* _Assignment_:
In the listing below, locate the line containing "display:block; font-size:45px; white-space:nowrap" and the line containing "flex:none; width:66px; height:66px;". Output both of them and every line between, exactly as written, and nothing more.

* _Extracted material_:
++++++++++
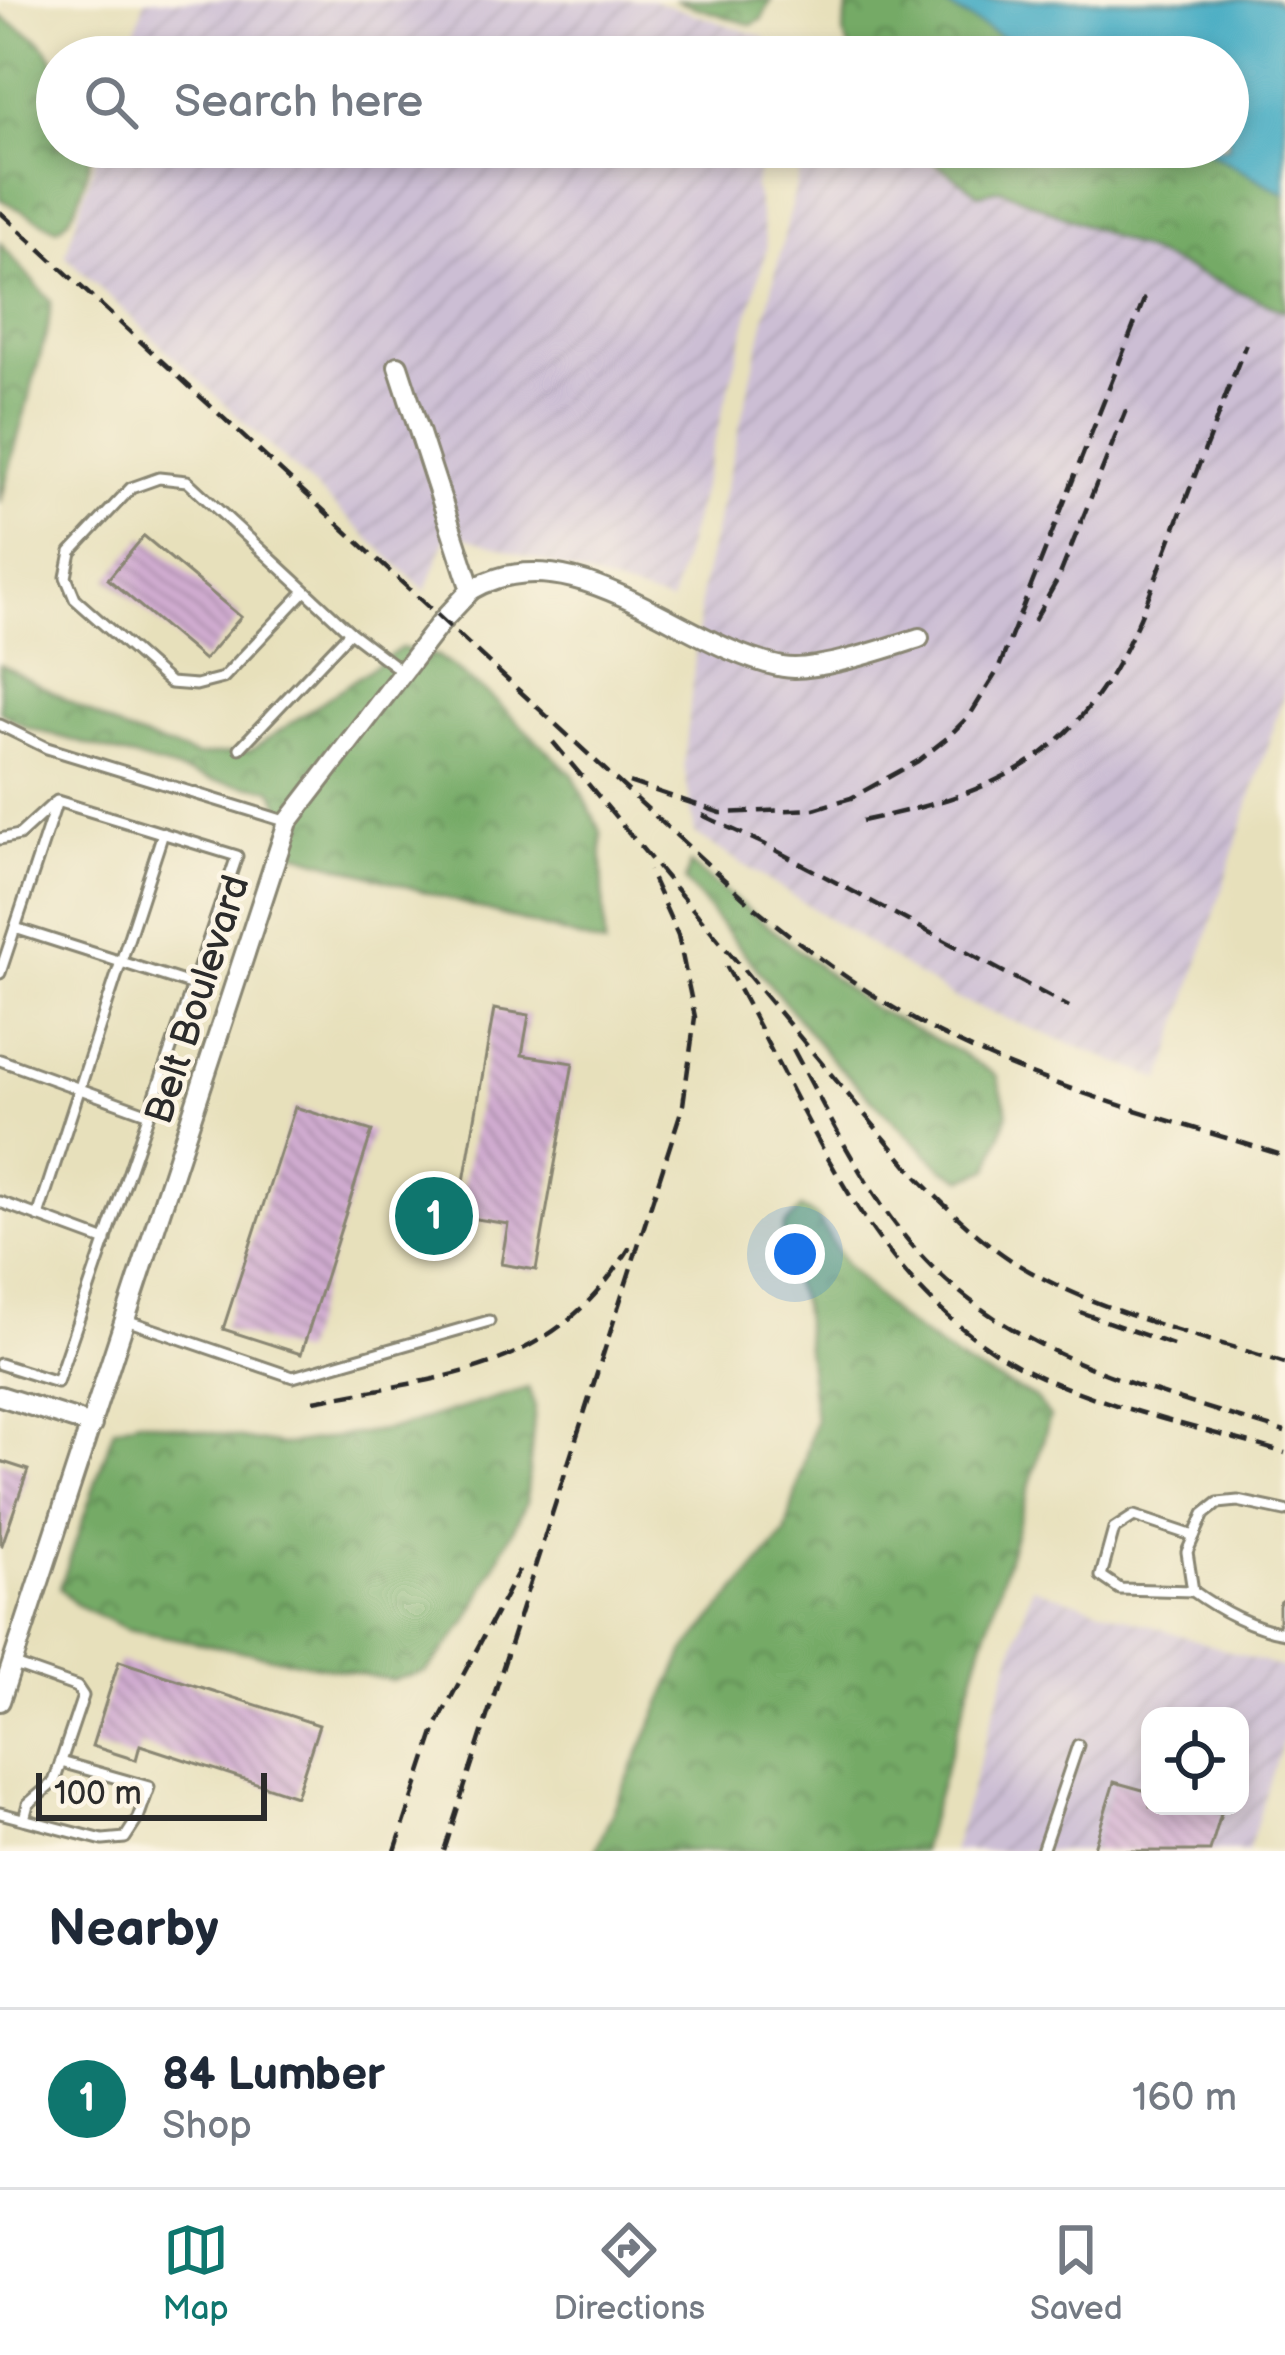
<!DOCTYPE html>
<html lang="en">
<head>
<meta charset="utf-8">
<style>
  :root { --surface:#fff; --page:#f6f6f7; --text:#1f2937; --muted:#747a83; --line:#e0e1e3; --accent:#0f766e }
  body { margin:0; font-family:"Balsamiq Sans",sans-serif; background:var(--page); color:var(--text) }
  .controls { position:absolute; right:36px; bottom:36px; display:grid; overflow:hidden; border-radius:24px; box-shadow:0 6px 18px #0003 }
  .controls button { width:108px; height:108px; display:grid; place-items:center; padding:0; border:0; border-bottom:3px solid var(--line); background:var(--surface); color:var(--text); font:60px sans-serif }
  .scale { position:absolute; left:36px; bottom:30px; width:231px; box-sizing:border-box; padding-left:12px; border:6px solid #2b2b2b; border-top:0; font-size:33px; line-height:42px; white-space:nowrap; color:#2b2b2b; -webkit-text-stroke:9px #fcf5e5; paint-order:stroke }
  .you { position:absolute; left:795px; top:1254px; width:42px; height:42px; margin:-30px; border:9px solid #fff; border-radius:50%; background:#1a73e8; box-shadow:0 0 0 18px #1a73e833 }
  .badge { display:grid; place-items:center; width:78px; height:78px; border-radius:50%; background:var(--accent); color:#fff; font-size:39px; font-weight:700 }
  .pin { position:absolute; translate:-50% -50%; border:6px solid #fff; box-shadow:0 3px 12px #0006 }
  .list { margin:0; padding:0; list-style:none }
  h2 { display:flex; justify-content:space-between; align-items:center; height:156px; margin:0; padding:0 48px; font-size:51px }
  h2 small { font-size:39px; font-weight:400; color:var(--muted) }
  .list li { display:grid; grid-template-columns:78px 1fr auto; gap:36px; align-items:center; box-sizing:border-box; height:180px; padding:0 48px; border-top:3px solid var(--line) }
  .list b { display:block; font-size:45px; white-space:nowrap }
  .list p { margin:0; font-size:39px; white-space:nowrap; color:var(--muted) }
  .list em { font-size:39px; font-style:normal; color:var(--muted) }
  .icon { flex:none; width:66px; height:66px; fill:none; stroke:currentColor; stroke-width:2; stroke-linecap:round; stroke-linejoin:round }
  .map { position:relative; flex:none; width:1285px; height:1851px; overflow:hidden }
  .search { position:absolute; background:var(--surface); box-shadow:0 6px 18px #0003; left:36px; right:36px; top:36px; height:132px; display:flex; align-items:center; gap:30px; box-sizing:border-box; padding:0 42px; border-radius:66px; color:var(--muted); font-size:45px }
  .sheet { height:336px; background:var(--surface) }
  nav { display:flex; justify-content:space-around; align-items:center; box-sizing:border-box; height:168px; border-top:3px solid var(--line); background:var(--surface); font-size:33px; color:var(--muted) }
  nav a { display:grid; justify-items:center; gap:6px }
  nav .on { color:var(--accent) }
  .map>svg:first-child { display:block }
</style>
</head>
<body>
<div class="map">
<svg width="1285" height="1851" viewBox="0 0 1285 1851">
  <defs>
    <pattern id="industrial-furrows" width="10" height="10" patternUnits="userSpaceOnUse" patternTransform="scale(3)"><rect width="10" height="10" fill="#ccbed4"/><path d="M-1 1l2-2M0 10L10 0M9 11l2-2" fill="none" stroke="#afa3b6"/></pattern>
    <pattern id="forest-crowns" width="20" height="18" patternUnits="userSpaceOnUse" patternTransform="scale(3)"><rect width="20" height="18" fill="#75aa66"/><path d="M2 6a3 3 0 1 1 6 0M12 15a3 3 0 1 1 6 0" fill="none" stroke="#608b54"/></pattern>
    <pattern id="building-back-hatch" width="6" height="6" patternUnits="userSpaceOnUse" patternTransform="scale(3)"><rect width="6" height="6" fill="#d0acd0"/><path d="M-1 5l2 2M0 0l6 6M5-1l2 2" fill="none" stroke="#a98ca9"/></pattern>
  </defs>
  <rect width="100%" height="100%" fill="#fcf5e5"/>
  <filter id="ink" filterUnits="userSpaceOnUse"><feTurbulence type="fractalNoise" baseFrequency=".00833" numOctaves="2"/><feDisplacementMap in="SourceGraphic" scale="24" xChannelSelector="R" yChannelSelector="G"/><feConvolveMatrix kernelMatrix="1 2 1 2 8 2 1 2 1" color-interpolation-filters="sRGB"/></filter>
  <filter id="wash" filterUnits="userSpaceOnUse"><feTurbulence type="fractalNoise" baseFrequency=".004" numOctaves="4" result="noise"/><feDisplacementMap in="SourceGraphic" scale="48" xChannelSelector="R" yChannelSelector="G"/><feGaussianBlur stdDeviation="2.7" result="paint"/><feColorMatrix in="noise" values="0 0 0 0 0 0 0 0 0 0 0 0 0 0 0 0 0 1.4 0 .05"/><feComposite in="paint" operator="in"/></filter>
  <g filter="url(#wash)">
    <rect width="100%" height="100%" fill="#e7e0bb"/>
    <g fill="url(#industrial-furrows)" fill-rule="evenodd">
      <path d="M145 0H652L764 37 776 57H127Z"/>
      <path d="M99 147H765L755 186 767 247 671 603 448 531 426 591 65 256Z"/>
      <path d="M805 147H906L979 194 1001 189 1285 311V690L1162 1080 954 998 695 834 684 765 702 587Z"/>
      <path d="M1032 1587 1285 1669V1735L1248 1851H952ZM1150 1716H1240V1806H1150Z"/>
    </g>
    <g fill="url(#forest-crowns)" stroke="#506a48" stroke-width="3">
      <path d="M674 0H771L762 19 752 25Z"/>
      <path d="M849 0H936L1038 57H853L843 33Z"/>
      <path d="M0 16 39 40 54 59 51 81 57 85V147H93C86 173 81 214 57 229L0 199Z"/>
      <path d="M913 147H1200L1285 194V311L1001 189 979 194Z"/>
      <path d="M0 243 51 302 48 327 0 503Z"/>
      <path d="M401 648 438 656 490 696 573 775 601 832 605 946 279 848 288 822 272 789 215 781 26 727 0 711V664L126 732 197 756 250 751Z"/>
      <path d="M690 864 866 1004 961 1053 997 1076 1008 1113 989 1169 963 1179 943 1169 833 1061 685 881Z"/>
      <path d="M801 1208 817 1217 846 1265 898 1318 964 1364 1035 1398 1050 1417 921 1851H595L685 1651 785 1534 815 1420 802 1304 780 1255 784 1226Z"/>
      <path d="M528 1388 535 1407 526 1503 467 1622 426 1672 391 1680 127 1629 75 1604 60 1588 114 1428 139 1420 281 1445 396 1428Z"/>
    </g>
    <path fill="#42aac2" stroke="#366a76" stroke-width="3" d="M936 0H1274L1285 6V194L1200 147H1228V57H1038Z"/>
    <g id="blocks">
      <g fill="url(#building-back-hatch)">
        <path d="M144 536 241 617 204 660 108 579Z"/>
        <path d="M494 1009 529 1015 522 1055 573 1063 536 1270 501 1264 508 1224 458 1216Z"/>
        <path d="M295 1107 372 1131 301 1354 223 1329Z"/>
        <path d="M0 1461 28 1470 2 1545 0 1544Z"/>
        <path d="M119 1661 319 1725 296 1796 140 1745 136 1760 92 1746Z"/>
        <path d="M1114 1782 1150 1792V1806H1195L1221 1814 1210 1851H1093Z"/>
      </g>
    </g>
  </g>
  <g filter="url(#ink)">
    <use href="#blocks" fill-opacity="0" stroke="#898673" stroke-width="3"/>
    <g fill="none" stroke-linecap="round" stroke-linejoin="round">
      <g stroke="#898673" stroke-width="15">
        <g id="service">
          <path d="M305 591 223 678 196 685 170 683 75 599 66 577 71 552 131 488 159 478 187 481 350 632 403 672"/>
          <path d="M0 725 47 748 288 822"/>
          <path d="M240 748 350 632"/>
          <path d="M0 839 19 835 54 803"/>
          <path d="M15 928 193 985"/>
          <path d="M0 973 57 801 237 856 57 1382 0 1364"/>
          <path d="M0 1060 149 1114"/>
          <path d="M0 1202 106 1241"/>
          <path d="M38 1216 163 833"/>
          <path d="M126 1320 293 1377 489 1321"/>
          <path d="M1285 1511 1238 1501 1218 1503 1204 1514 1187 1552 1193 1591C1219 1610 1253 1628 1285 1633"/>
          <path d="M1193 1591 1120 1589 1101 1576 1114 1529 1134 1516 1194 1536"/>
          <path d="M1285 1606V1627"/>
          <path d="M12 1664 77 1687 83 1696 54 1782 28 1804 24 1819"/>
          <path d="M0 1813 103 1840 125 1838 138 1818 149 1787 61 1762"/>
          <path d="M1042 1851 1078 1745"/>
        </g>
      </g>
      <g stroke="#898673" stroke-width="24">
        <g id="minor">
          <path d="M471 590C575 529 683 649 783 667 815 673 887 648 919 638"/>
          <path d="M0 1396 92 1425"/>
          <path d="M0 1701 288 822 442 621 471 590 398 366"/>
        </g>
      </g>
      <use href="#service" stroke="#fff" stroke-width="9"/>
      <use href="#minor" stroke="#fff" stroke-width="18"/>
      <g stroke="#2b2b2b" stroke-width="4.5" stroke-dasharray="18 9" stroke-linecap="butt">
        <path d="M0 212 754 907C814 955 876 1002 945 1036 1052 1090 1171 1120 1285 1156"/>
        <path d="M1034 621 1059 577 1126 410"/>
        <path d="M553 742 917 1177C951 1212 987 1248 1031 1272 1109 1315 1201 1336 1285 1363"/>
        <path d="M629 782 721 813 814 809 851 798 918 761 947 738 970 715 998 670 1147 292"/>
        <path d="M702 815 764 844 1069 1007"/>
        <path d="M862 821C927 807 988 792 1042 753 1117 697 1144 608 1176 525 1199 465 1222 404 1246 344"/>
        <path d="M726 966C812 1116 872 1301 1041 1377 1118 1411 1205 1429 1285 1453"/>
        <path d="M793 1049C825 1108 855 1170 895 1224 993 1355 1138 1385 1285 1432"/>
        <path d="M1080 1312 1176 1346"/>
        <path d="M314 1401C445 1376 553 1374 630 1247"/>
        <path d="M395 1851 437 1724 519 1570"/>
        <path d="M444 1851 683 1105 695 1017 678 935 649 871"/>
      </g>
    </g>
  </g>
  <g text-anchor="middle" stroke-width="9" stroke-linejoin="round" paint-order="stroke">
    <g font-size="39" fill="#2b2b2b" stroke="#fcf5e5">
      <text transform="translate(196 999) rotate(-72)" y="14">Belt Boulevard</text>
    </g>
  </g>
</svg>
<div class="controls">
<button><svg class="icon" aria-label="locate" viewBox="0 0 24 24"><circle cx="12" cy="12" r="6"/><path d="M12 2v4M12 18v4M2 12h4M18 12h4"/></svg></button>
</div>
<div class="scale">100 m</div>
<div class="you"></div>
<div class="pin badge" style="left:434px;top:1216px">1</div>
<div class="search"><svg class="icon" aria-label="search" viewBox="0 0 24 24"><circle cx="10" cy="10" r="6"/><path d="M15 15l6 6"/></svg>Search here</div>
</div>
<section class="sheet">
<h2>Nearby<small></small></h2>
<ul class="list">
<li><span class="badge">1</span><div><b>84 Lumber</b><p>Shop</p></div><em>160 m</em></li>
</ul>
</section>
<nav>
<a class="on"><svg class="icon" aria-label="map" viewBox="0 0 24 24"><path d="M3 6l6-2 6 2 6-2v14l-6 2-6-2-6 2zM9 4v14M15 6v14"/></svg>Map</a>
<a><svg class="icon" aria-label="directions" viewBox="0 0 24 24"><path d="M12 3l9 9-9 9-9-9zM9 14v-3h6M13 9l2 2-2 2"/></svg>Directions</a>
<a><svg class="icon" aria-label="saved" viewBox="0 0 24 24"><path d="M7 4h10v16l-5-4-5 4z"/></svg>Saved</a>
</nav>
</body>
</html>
++++++++++
* _Task output_:
  .list b { display:block; font-size:45px; white-space:nowrap }
  .list p { margin:0; font-size:39px; white-space:nowrap; color:var(--muted) }
  .list em { font-size:39px; font-style:normal; color:var(--muted) }
  .icon { flex:none; width:66px; height:66px; fill:none; stroke:currentColor; stroke-width:2; stroke-linecap:round; stroke-linejoin:round }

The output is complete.